Abstract

Vagal control of the sinoatrial node (SAN) is a major mechanism that regulates beat-to-beat heart rate variability (HRV) at rest. Classically, reduced HRV in the setting of hypertensive heart disease and heart failure has been attributed to chronically elevated sympathetic and reduced vagal regulation of heart rate. However, both of these conditions are also associated with intrinsic SAN dysfunction which may change the gain and dynamic response of the SAN to autonomic stimulation. The relationship between autonomic nerve activity and the responsiveness of SAN myocytes to descending neural signals in hypertension remain unclear. Here, we investigated how intrinsic SAN dysfunction impacts autonomic regulation of HRV in a mouse model of angiotensin II (AngII) mediated hypertensive heart disease. Mice infused with AngII via mini-osmotic pumps (2.5mg/kg/day for 3 weeks) had reduced HRV and increased adrenergic tone indicated by elevated renal sympathetic nerve activity and circulating catecholamine levels. Interestingly, AngII infused mice had no change in vagal nerve activity compared to saline treated controls. Electrograms recorded from isolated atrial preparations devoid of neural input, as well as isolated SAN myocytes assessed through patch clamp electrophysiology, demonstrated increased beating rate variability and reduced responsiveness to both the β-adrenergic agonist isoproterenol and the muscarinic agonist carbachol.
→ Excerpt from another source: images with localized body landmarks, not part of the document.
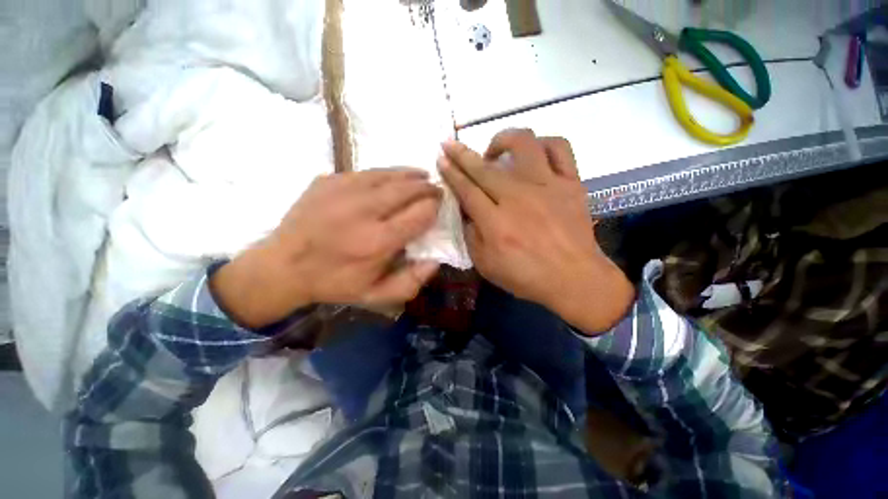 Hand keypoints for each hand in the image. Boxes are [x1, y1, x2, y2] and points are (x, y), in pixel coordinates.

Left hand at [211, 168, 441, 328]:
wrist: (282, 266)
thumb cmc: (334, 282)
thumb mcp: (375, 295)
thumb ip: (411, 282)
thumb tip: (436, 260)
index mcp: (377, 242)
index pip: (420, 214)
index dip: (434, 208)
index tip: (438, 208)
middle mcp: (363, 211)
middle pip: (408, 188)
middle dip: (427, 187)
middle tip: (435, 189)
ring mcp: (342, 191)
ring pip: (389, 174)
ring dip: (410, 174)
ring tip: (422, 176)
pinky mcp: (328, 180)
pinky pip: (366, 171)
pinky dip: (385, 174)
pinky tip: (391, 179)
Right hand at [438, 129, 633, 333]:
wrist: (574, 278)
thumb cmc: (526, 276)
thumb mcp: (485, 264)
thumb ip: (470, 235)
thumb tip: (465, 209)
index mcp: (495, 222)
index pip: (466, 189)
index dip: (451, 172)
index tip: (441, 158)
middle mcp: (518, 197)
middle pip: (484, 167)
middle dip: (461, 153)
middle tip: (450, 145)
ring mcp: (547, 186)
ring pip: (523, 144)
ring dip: (503, 139)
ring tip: (494, 151)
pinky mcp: (570, 183)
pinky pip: (560, 148)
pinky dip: (543, 143)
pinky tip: (533, 153)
Together, these data suggest that the SAN is a major contributor to the loss of regular HRV in hypertensive heart disease due to desensitization of descending neural signals. Our data suggests that elevated sympathetic tone, in conjunction with reduced responsiveness of the SAN to parasympathetic agonists, are responsible for diminished HRV in the setting of hypertensive heart disease. Thus, the interpretation of HRV as a pure measure of cardiac autonomic tone may be inappropriate in the setting of diseases with concurrent SAN dysfunction.